━━━━━ Records for the exercise
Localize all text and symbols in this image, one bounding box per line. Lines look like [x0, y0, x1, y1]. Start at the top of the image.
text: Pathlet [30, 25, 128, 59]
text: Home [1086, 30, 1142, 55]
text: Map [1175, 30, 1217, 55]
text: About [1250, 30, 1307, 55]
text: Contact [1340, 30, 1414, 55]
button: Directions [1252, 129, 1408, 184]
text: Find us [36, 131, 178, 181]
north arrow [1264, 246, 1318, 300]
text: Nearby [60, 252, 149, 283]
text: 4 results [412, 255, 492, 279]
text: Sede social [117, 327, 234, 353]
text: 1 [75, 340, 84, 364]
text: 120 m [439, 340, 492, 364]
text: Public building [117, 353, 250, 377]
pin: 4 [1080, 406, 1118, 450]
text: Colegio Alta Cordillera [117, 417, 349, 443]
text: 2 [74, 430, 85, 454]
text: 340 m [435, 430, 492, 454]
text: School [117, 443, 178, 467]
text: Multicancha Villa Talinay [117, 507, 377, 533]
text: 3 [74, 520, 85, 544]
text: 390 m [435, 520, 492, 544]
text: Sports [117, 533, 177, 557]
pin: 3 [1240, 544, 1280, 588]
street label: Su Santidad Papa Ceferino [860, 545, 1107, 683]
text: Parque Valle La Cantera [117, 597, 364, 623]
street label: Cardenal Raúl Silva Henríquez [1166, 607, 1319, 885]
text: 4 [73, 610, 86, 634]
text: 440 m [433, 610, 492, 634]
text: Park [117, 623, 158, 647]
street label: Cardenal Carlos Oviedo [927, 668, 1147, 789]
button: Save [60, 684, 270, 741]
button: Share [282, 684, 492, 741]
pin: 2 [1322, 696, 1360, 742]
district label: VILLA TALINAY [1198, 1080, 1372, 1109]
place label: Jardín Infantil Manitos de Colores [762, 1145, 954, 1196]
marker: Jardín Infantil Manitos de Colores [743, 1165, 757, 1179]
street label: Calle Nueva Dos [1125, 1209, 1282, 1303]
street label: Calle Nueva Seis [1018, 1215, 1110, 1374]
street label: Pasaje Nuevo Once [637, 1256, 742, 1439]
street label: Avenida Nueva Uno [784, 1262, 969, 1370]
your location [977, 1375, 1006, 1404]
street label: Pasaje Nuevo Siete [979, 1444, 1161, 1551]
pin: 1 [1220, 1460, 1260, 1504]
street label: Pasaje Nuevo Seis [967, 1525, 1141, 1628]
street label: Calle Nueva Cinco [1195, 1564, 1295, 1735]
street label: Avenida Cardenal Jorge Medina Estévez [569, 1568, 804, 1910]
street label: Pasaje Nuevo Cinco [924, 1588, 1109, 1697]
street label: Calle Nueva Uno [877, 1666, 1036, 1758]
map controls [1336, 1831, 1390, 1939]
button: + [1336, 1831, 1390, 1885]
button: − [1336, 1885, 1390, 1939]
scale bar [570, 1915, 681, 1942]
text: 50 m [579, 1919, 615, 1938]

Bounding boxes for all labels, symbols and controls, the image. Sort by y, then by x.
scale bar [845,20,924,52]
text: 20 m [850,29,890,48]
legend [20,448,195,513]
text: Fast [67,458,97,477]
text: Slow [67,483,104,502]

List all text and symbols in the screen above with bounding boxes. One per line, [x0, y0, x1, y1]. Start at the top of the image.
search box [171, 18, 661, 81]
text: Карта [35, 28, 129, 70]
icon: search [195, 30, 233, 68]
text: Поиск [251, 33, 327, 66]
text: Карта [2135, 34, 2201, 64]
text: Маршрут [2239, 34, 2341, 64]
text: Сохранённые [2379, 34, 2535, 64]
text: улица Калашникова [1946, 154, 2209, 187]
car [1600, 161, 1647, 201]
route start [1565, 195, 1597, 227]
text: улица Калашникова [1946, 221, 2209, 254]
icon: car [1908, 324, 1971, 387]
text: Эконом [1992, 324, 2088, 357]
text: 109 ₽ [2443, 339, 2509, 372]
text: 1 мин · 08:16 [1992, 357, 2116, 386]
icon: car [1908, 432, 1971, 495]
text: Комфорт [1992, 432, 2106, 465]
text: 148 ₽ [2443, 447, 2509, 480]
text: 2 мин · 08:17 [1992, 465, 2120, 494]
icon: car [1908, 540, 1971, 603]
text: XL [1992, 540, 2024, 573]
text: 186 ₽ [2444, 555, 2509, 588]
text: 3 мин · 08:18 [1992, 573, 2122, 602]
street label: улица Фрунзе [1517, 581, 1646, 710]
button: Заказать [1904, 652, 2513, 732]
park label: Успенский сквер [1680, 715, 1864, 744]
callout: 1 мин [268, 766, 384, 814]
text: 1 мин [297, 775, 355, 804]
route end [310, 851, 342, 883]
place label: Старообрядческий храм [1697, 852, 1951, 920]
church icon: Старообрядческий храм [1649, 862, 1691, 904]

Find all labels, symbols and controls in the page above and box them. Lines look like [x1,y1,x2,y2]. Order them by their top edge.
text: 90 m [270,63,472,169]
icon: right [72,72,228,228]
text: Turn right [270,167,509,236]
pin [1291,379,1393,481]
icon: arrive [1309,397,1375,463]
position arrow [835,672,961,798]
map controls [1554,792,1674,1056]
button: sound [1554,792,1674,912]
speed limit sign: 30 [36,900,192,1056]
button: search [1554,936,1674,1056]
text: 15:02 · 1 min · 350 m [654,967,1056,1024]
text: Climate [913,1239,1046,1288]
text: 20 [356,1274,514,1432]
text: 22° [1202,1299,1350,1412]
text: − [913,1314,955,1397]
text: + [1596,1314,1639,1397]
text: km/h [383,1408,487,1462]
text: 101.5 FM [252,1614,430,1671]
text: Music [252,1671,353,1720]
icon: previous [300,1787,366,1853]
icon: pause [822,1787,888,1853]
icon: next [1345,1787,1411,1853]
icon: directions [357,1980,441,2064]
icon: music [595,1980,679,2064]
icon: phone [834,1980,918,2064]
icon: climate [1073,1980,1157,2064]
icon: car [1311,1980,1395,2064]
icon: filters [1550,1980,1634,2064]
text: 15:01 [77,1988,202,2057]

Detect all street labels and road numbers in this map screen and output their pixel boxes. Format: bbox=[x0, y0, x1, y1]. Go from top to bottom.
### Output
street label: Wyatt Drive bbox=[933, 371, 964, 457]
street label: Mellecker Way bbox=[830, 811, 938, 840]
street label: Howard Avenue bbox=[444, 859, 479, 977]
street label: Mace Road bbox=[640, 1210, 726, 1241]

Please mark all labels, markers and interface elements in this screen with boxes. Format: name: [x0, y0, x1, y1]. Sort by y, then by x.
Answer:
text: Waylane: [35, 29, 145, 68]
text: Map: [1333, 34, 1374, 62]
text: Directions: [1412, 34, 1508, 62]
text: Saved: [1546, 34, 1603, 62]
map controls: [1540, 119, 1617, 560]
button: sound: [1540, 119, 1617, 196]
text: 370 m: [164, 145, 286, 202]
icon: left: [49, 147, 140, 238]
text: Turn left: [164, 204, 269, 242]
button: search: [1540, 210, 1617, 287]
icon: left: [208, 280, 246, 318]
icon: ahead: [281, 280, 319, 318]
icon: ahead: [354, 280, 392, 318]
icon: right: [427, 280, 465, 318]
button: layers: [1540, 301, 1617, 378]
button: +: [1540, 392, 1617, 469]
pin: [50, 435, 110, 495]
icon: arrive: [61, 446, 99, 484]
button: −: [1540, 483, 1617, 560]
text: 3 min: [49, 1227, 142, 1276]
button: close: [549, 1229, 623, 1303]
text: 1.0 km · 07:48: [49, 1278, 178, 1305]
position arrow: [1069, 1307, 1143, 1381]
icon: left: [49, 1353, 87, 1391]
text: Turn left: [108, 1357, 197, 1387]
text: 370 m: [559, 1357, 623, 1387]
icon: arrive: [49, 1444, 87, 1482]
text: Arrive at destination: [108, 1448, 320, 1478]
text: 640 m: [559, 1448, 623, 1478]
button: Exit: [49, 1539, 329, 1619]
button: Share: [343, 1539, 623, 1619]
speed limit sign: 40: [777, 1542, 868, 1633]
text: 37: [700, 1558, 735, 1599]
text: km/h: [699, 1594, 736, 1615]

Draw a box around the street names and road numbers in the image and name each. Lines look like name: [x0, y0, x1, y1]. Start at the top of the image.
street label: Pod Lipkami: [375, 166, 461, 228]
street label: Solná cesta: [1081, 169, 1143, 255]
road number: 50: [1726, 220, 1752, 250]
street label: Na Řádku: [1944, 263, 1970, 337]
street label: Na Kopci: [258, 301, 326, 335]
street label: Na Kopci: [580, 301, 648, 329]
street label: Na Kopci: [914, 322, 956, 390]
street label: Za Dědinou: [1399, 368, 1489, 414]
━━━━━━━━━━
Looking through the records, copy out every line in which the word "Manitos" is found.

place label: Jardín Infantil Manitos de Colores [762, 1145, 954, 1196]
marker: Jardín Infantil Manitos de Colores [743, 1165, 757, 1179]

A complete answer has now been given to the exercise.